Akan tetapi, saya lebih terpesona lagi pada kenyataan bahwa setelah tidur, pikiran si ‘saya’ itu kok bisa ‘kembali’ lagi ke badannya ya? Kenapa keesokan hari ketika bangun tidur kita semua kembali ke tubuh yang seperti kemarin? Kenapa tidak pindah ke badan yang lain? Kenapa seperti terjangkar ke badan yang sama ya? Berarti, gak mungkin dong pikiran itu terpisah total dari badan orang, dan kalau begitu, pasti juga pikiran itu dipengaruhi oleh badan orang sendiri. Pikiran bahwa jangan-jangan saya mati itu datang karena saya gagal mengomunikasikan diri lewat badan yang sudah dingin (seturut sensor suara yang saya tangkap melalui telinga yang juga dingin mestinya). Muncul juga rasa takut [belon siap mati bo’!]. Singkatnya, kesadaran itu terkoneksi dengan tubuh.
Lalu, koneksi kesadaran dan tubuh itu letaknya di mana ya? Besar kemungkinan di otak. Akan tetapi, ‘di otak’ tidaklah sama dengan ‘otak’. Ada sebuah penelitian mengenai syaraf yang mengantar ahli syaraf pada pertanyaan besar mengenai adanya sesuatu di luar otak yang memengaruhi kinerja ingatan dalam otak. Penelitiannya sederhana. Ia cuma menghubungkan syaraf yang satu dengan syaraf yang lain pada otak. Ketika ia mengulang penyambungan syaraf itu, si pasien melakukan hal yang persis sama dengan yang dilakukan sebelumnya, entah gerak menendang atau menyenandungkan lagu tertentu.
Ahli itu berpikir,”Dia bertindak begitu karena saya menyambung-nyambungkan syarafnya. Jika ia dalam kondisi biasa, apa atau siapa yang menyambung-nyambungkan syaraf itu?” Mesti ada instansi lain di luar otak yang memengaruhi, menghendaki, memotivasi, dan lain-lainnya.

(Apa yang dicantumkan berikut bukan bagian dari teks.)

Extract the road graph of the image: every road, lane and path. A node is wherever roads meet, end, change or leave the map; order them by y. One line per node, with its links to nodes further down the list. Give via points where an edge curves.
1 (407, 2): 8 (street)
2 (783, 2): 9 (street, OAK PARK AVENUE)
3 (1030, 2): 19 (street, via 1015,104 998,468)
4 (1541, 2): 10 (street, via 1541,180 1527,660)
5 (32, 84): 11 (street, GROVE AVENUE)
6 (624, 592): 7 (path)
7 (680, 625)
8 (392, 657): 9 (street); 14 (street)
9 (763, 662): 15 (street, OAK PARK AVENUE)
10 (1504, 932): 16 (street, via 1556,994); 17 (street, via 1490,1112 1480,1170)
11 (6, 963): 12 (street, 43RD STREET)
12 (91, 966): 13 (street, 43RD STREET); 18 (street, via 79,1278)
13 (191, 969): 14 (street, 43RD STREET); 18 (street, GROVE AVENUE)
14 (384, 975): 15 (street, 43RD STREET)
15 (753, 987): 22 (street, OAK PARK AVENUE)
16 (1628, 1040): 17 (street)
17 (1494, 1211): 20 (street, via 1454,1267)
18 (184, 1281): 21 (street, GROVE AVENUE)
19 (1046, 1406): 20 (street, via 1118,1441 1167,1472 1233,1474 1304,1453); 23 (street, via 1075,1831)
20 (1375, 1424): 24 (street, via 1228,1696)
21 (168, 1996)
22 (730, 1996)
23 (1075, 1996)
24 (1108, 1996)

Singkatnya, ada sesuatu yang nonfisik, yang memungkinkan seluruh fisik itu beroperasi untuk mengingat, menghendaki, berpikir, menggerakkan anggota badan, dan seterusnya. Ada sesuatu yang mengadakan itu semua, sebagaimana suatu instansi punya divisi pengadaan barang. Apakah instansi itu menciptakan barang? Tidak, ia tidak mencipta, ‘cuma’ mengadakan barang. Apakah instansi ini? Tuhan?